I have a camera mounted to the rear of the camper. I need to have a seperate screen in the truck to use the camera. GM in its lack of imagination did not leave a simple composite input as an alternate feed to the back up camera, but they did include a setting to always show the backup camera's view in the infotainment screen.

And yes the guide bars in the camper camera are a great help in backing it up.

Comment The pentagon finally noticed! (Score 3, Informative) 83

The drone war in Ukraine has rearranged the tactics much like the machine gun did in WW I. Infantry is hunted down by drones that fly through open doors and windows. Armor is mobbed by multiple drones that eventual break something important.

Drones have deleted the Russian Black Sea fleet.

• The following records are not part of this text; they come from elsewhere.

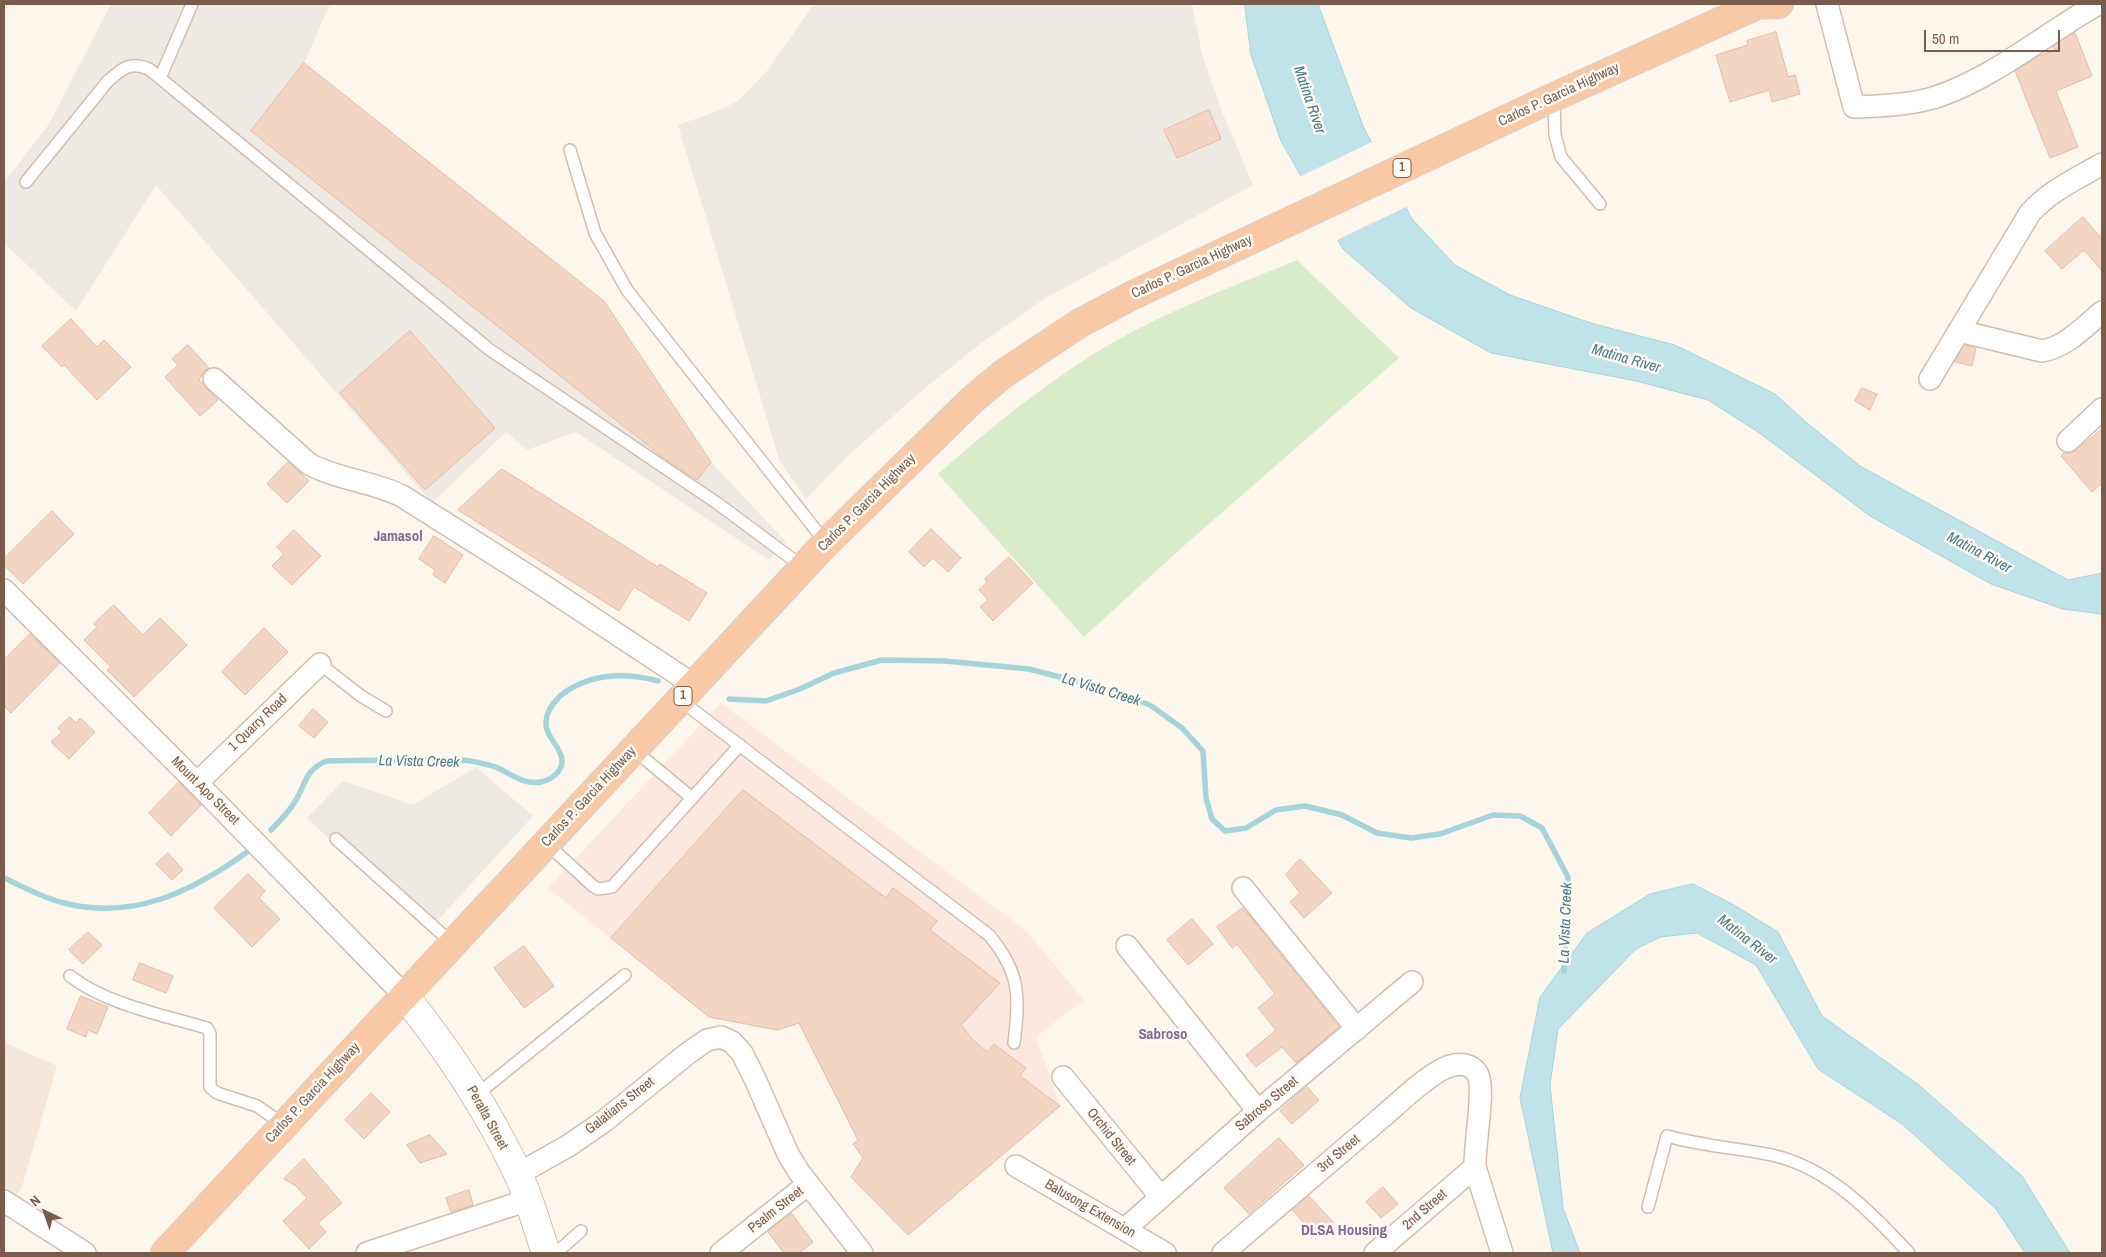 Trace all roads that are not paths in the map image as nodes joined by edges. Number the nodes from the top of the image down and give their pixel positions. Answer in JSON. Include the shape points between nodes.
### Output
{"nodes":[{"id":1,"x":192,"y":4,"type":"edge"},
{"id":2,"x":1765,"y":4,"type":"edge"},
{"id":3,"x":1827,"y":4,"type":"edge"},
{"id":4,"x":2098,"y":4,"type":"edge"},
{"id":5,"x":160,"y":78,"type":"junction"},
{"id":6,"x":1543,"y":102,"type":"junction"},
{"id":7,"x":570,"y":150,"type":"dead end"},
{"id":8,"x":2102,"y":164,"type":"edge"},
{"id":9,"x":26,"y":182,"type":"dead end"},
{"id":10,"x":1600,"y":204,"type":"dead end"},
{"id":11,"x":2102,"y":312,"type":"edge"},
{"id":12,"x":1959,"y":331,"type":"junction"},
{"id":13,"x":214,"y":379,"type":"dead end"},
{"id":14,"x":1930,"y":379,"type":"dead end"},
{"id":15,"x":2102,"y":409,"type":"edge"},
{"id":16,"x":2068,"y":441,"type":"dead end"},
{"id":17,"x":826,"y":543,"type":"junction"},
{"id":18,"x":803,"y":567,"type":"junction"},
{"id":19,"x":4,"y":590,"type":"edge"},
{"id":20,"x":320,"y":664,"type":"joint"},
{"id":21,"x":686,"y":692,"type":"junction"},
{"id":22,"x":386,"y":711,"type":"dead end"},
{"id":23,"x":740,"y":745,"type":"junction"},
{"id":24,"x":633,"y":749,"type":"junction"},
{"id":25,"x":197,"y":783,"type":"junction"},
{"id":26,"x":692,"y":798,"type":"junction"},
{"id":27,"x":336,"y":838,"type":"dead end"},
{"id":28,"x":546,"y":843,"type":"junction"},
{"id":29,"x":1243,"y":888,"type":"dead end"},
{"id":30,"x":452,"y":943,"type":"junction"},
{"id":31,"x":1127,"y":946,"type":"dead end"},
{"id":32,"x":625,"y":975,"type":"dead end"},
{"id":33,"x":70,"y":976,"type":"dead end"},
{"id":34,"x":1412,"y":982,"type":"dead end"},
{"id":35,"x":404,"y":995,"type":"junction"},
{"id":36,"x":1357,"y":1029,"type":"junction"},
{"id":37,"x":1014,"y":1043,"type":"dead end"},
{"id":38,"x":1063,"y":1077,"type":"dead end"},
{"id":39,"x":475,"y":1096,"type":"junction"},
{"id":40,"x":1258,"y":1111,"type":"junction"},
{"id":41,"x":284,"y":1125,"type":"junction"},
{"id":42,"x":1016,"y":1166,"type":"dead end"},
{"id":43,"x":1475,"y":1167,"type":"junction"},
{"id":44,"x":518,"y":1174,"type":"junction"},
{"id":45,"x":808,"y":1185,"type":"junction"},
{"id":46,"x":1160,"y":1196,"type":"junction"},
{"id":47,"x":528,"y":1200,"type":"junction"},
{"id":48,"x":4,"y":1201,"type":"edge"},
{"id":49,"x":1648,"y":1207,"type":"dead end"},
{"id":50,"x":1125,"y":1228,"type":"junction"},
{"id":51,"x":581,"y":1230,"type":"dead end"},
{"id":52,"x":85,"y":1253,"type":"edge"},
{"id":53,"x":165,"y":1253,"type":"edge"},
{"id":54,"x":367,"y":1253,"type":"edge"},
{"id":55,"x":546,"y":1253,"type":"edge"},
{"id":56,"x":556,"y":1253,"type":"edge"},
{"id":57,"x":721,"y":1253,"type":"edge"},
{"id":58,"x":862,"y":1253,"type":"edge"},
{"id":59,"x":1165,"y":1253,"type":"edge"},
{"id":60,"x":1223,"y":1253,"type":"edge"},
{"id":61,"x":1375,"y":1253,"type":"edge"},
{"id":62,"x":1502,"y":1253,"type":"edge"},
{"id":63,"x":1909,"y":1253,"type":"edge"}],
"edges":[{"from":1,"to":5,"type":"lane"},
{"from":2,"to":6,"type":"highway","name":"Carlos P. Garcia Highway","number":"1"},
{"from":3,"to":4,"type":"street","via":[[1854,108],[1933,98],[1981,78]]},
{"from":5,"to":9,"type":"lane","via":[[138,65],[119,72],[108,81]]},
{"from":5,"to":18,"type":"lane","via":[[490,350],[717,503]]},
{"from":6,"to":10,"type":"lane","via":[[1561,156]]},
{"from":6,"to":17,"type":"highway","name":"Carlos P. Garcia Highway","number":"1","via":[[1080,323],[1003,374],[972,400]]},
{"from":7,"to":17,"type":"lane","via":[[595,233],[627,290]]},
{"from":8,"to":12,"type":"street","via":[[2044,198],[2030,213]]},
{"from":11,"to":12,"type":"street","via":[[2066,342],[2042,351]]},
{"from":12,"to":14,"type":"street"},
{"from":13,"to":21,"type":"street","via":[[309,464],[325,473],[384,487],[402,496]]},
{"from":15,"to":16,"type":"street"},
{"from":17,"to":18,"type":"highway","name":"Carlos P. Garcia Highway","number":"1"},
{"from":18,"to":21,"type":"highway","name":"Carlos P. Garcia Highway","number":"1"},
{"from":19,"to":25,"type":"street","name":"Mount Apo Street"},
{"from":20,"to":22,"type":"lane"},
{"from":20,"to":25,"type":"street","name":"1 Quarry Road"},
{"from":21,"to":23,"type":"lane"},
{"from":21,"to":24,"type":"highway","name":"Carlos P. Garcia Highway","number":"1"},
{"from":23,"to":26,"type":"lane"},
{"from":23,"to":37,"type":"lane","via":[[989,935],[1011,966],[1018,992]]},
{"from":24,"to":26,"type":"lane"},
{"from":24,"to":28,"type":"highway","name":"Carlos P. Garcia Highway","number":"1"},
{"from":25,"to":35,"type":"street","name":"Mount Apo Street"},
{"from":26,"to":28,"type":"lane","via":[[612,887],[598,889],[593,886]]},
{"from":27,"to":30,"type":"lane"},
{"from":28,"to":30,"type":"highway","name":"Carlos P. Garcia Highway","number":"1"},
{"from":29,"to":36,"type":"street"},
{"from":30,"to":35,"type":"highway","name":"Carlos P. Garcia Highway","number":"1"},
{"from":31,"to":40,"type":"street"},
{"from":32,"to":39,"type":"lane"},
{"from":33,"to":41,"type":"lane","via":[[86,988],[108,997],[207,1028],[210,1034],[210,1087],[217,1093],[257,1106]]},
{"from":34,"to":36,"type":"street","name":"Sabroso Street"},
{"from":35,"to":39,"type":"street","name":"Peralta Street","via":[[443,1044]]},
{"from":35,"to":41,"type":"highway","name":"Carlos P. Garcia Highway","number":"1"},
{"from":36,"to":40,"type":"street","name":"Sabroso Street"},
{"from":38,"to":46,"type":"street","name":"Orchid Street"},
{"from":39,"to":44,"type":"street","name":"Peralta Street"},
{"from":40,"to":46,"type":"street","name":"Sabroso Street"},
{"from":41,"to":53,"type":"highway","name":"Carlos P. Garcia Highway","number":"1"},
{"from":42,"to":50,"type":"street","name":"Balusong Extension"},
{"from":43,"to":60,"type":"street","name":"3rd Street","via":[[1480,1079],[1473,1068],[1462,1064],[1449,1066],[1411,1092]]},
{"from":43,"to":61,"type":"street","name":"2nd Street"},
{"from":43,"to":62,"type":"street"},
{"from":44,"to":45,"type":"street","name":"Galatians Street","via":[[603,1122],[707,1040],[721,1037],[732,1042],[742,1053],[788,1154]]},
{"from":44,"to":47,"type":"street","name":"Peralta Street"},
{"from":45,"to":57,"type":"street","name":"Psalm Street"},
{"from":45,"to":58,"type":"street"},
{"from":46,"to":50,"type":"street","name":"Sabroso Street"},
{"from":47,"to":54,"type":"street"},
{"from":47,"to":55,"type":"street","name":"Peralta Street"},
{"from":48,"to":52,"type":"street"},
{"from":49,"to":63,"type":"lane","via":[[1667,1136],[1774,1156],[1814,1171],[1866,1210]]},
{"from":50,"to":59,"type":"street","name":"Balusong Extension"},
{"from":51,"to":56,"type":"lane"}]}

The U.S. Navy so far fought off the drones burning through large numbers of very expensive missiles that can not be replaced all that quickly. On top of that the destroyers have to return to a safe port to reload the vertical launch systems. The destroyer tenders that used to exist for such purposes were all scrapped decades ago.

The military has discovered once again it's ready to fight the previous war.

Comment Re:Probably a good choice. (Score 2) 68

But there was also the visor thing and the car that never was. Nothing really remarkable has happened on the phone. Of course that's true for everyone else as well. The $129 Motorola I bought is entirely adequate.

Then Tim has overseen the flop of Siri and the great AI bungle. Then there is the feud with Nvidia.

Yes he got the transition to Apple Silicon done very well but at the cost of abandoning the workstations. His insistence in staying at 8 GB Ram and 256 GB storage as the standard configuration didn't endear him to anyone either, nor did Liquid Glass. Oh, and software quality is on its ass although that seems to be an industry-wide problem.

He was not perfect, but not totally horrible either. Running a company that big is not an easy task.

Comment Re:Cooler were their Bernoulli drives (Score 2) 180

I had a Bernoulli drive. It worked until it didn't. I replaced it with a Zip drive and that worked as long as I had it. There was another built into a G4 Mac tower I bought used. It was working the last time I tried it. I still have some disks, I should see if they still work.

It's also rumored that a SCSI Zip disk will work on an Apple IIGS if you have a SCSI card.

Comment Re:can it run mac os? (Score 1) 152

With a decently built PC and proper Linux drivers this could work well for those who are fixated on gaming. The Apple M1 turned out to be all I need in a laptop, and my Linux desktop has a Ryzen 4600G and no separate graphics card. It is also fine.

I'll be interested to see what comes out and how it works in the real world.